There were multiple armor thicknesses considered for both the front and the side which caused a variation in projected weight between the Emil 1, Emil 2 and Emil 3.

Frontal armour configurations
| Scheme | Turret front | Hull upper front | Hull lower front |
|---|---|---|---|
| Alt A | 140 mm at 44 - 40° (201-217 mm equivalent) | 75mm @ 25° (177 mm equivalent) | 120mm @ 38° (195 mm equivalent) |
| Alt B | 170 mm at 44 - 40° (244-264 mm equivalent) | 95mm @ 25° (224 mm equivalent) | 145mm @° (235 mm equivalent) |

Armour configuration
|  | Turret side | hull side | hull rear |
|---|---|---|---|
| Emil 1 | 40 mm | 20 mm | 30 mm |
| Emil 2 | 60 mm | 30 mm | 30 mm |
| Emil 3 | 80 mm | 40 mm | 40 mm |

Two main options were considered for armament, a 120 mm calibre rifled gun and a 150 mm calibre smoothbore gun, both around 40 calibres long. Regardless of gun choice the ammunition would be fed from a dual-drum autoloader allowing for quick selection of ordnance - armour-piercing or high explosive. A new prototype ammunition was tested, which was to be a combination of HEAT and APDS. In case of failure, a back up armament was chosen: a 67-calibre long 105 mm rifled gun.

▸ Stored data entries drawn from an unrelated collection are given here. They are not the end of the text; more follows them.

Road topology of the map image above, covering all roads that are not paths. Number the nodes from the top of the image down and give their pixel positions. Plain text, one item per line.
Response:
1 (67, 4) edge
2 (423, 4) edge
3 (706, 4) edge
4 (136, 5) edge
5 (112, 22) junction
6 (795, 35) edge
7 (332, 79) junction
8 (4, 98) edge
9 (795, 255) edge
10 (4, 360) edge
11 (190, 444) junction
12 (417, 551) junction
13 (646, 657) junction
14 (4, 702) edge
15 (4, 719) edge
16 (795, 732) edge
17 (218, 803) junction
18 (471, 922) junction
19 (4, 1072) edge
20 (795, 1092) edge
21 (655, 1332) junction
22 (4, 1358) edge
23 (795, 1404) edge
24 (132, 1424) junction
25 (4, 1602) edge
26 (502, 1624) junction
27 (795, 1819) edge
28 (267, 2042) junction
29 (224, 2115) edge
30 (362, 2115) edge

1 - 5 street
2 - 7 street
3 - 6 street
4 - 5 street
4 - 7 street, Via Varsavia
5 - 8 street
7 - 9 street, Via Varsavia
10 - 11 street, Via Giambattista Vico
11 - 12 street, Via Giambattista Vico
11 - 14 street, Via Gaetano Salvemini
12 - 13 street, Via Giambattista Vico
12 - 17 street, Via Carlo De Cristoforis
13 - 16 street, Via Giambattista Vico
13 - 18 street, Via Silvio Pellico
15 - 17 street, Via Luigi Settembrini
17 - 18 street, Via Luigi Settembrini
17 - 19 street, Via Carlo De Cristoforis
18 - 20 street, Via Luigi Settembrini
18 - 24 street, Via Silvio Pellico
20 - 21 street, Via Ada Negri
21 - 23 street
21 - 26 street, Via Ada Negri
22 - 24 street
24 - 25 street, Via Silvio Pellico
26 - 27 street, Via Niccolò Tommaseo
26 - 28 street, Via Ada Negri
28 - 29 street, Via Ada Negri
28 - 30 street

Each design was to have a different engine;
- Emil 1: 6-cylinder AOS-895 (500 hp)
- Emil 2: 8-cylinder AV-1195 (540 hp) or 8-cylinder AVS-1195 (665 hp)
- Emil 3: 12-cylinder AV-1790 (810 hp)

During testing of the 12 cylinder AV-1790 engine on the Kranvagn hull it was discovered that - after losses driving the cooling and other equipment - the engine was only delivering 723 hp to the drive wheels.

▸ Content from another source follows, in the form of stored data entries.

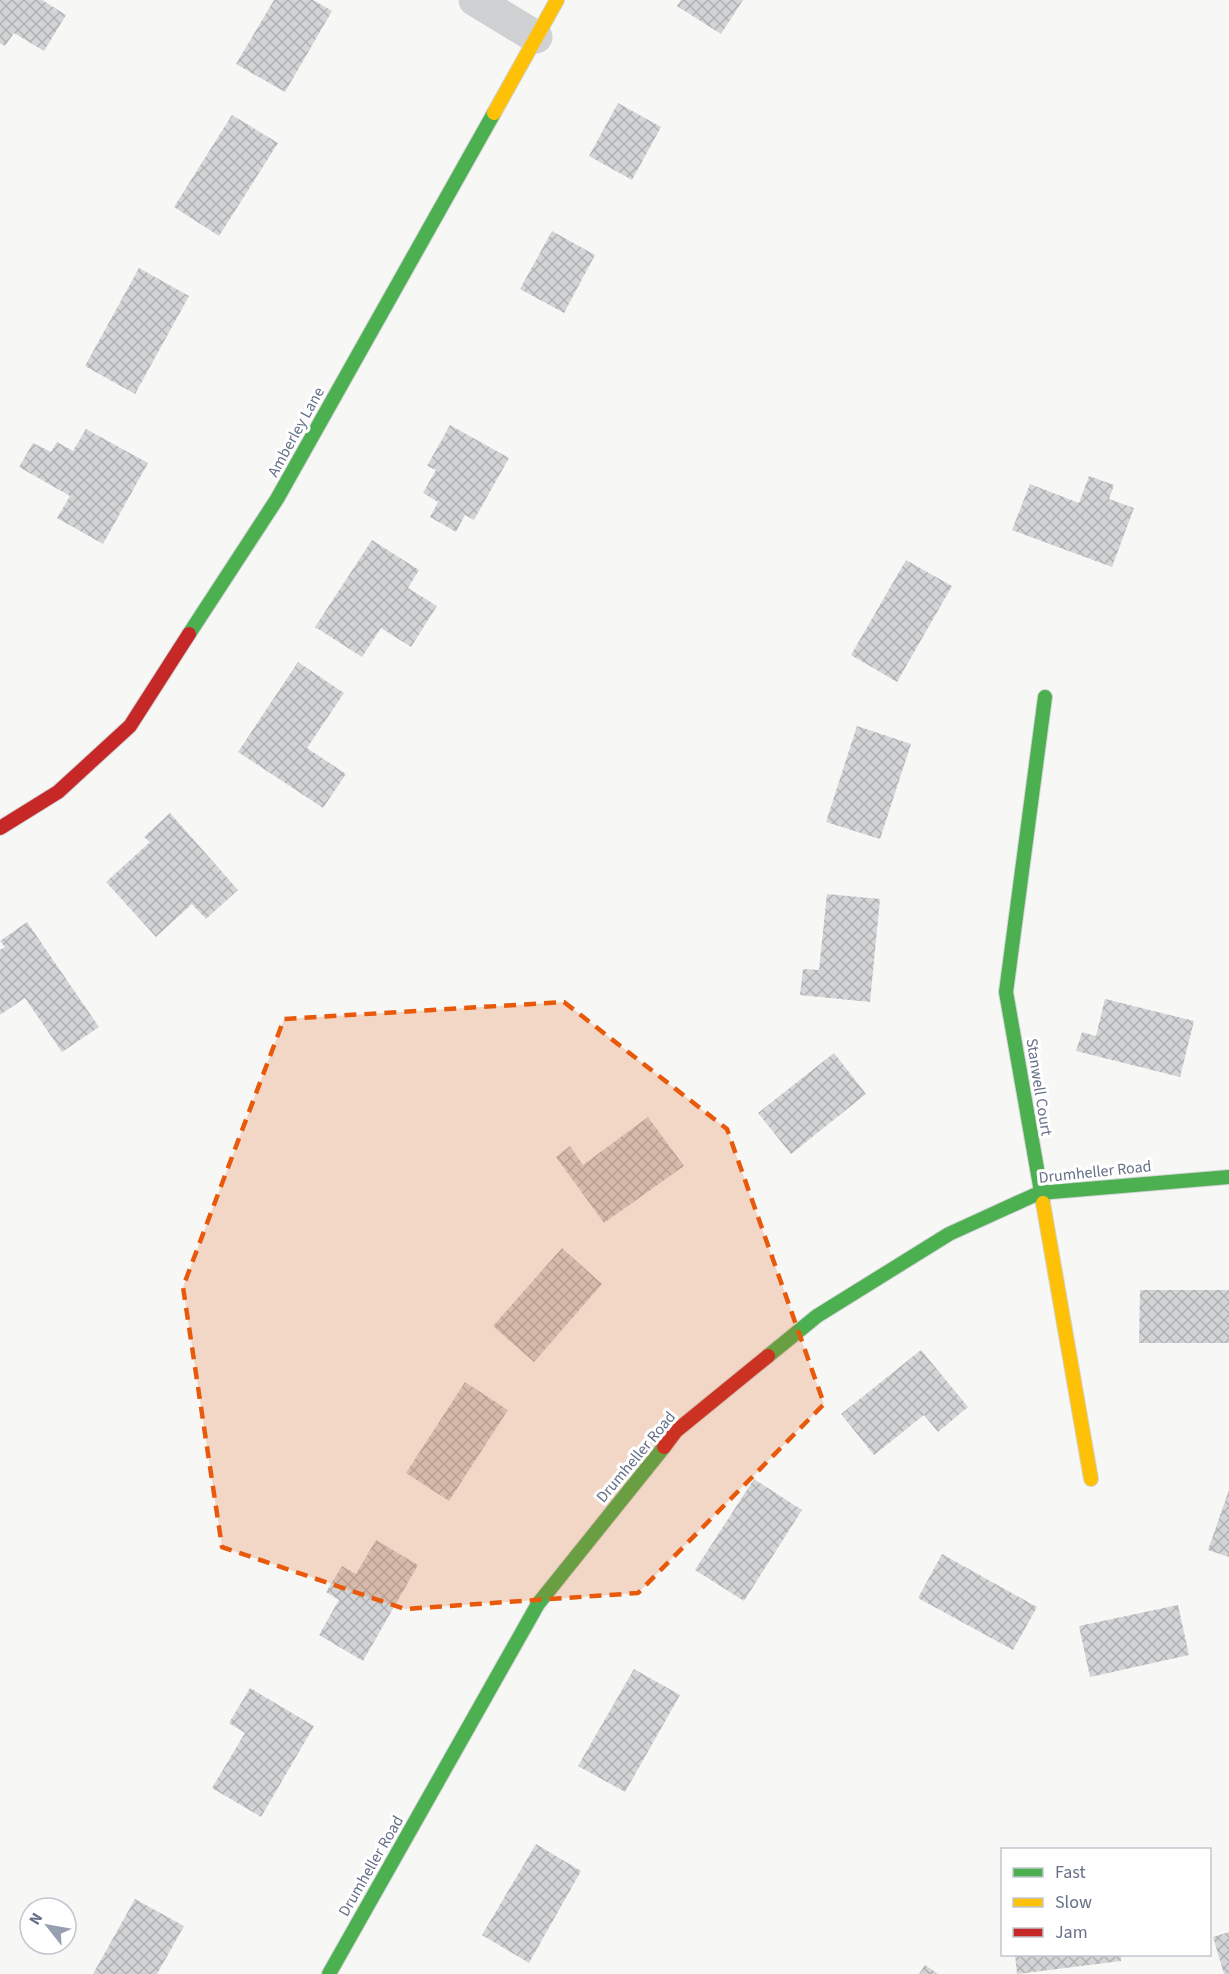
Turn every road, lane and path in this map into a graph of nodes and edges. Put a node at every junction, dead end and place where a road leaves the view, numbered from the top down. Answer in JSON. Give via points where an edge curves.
{"nodes":[{"id":1,"x":475,"y":0,"type":"edge"},
{"id":2,"x":558,"y":0,"type":"edge"},
{"id":3,"x":536,"y":37,"type":"junction"},
{"id":4,"x":1046,"y":697,"type":"dead end"},
{"id":5,"x":0,"y":828,"type":"edge"},
{"id":6,"x":1229,"y":1177,"type":"edge"},
{"id":7,"x":1039,"y":1193,"type":"junction"},
{"id":8,"x":1091,"y":1479,"type":"dead end"},
{"id":9,"x":329,"y":1974,"type":"edge"}],
"edges":[{"from":1,"to":3,"type":"street"},
{"from":2,"to":3,"type":"street","name":"Amberley Lane"},
{"from":3,"to":5,"type":"street","name":"Amberley Lane","via":[[277,499],[130,726],[58,792]]},
{"from":4,"to":7,"type":"street","name":"Stanwell Court","via":[[1006,992]]},
{"from":6,"to":7,"type":"street","name":"Drumheller Road"},
{"from":7,"to":8,"type":"street","name":"Stanwell Court"},
{"from":7,"to":9,"type":"street","name":"Drumheller Road","via":[[949,1234],[817,1316],[676,1431],[538,1604]]}]}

There were six variations for each Emil plan giving 18 variations in total. Weight varied between 30.7 t for the Emil I A1 to 41.8 t for the Emil III B3. Ultimately the Emil III B3 was the preferred option. The turret side armor (80 mm) and rear armor (40 mm) was to be dropped to 70 mm at the side and 30 mm at the rear to improve gun stability as well as gun elevation.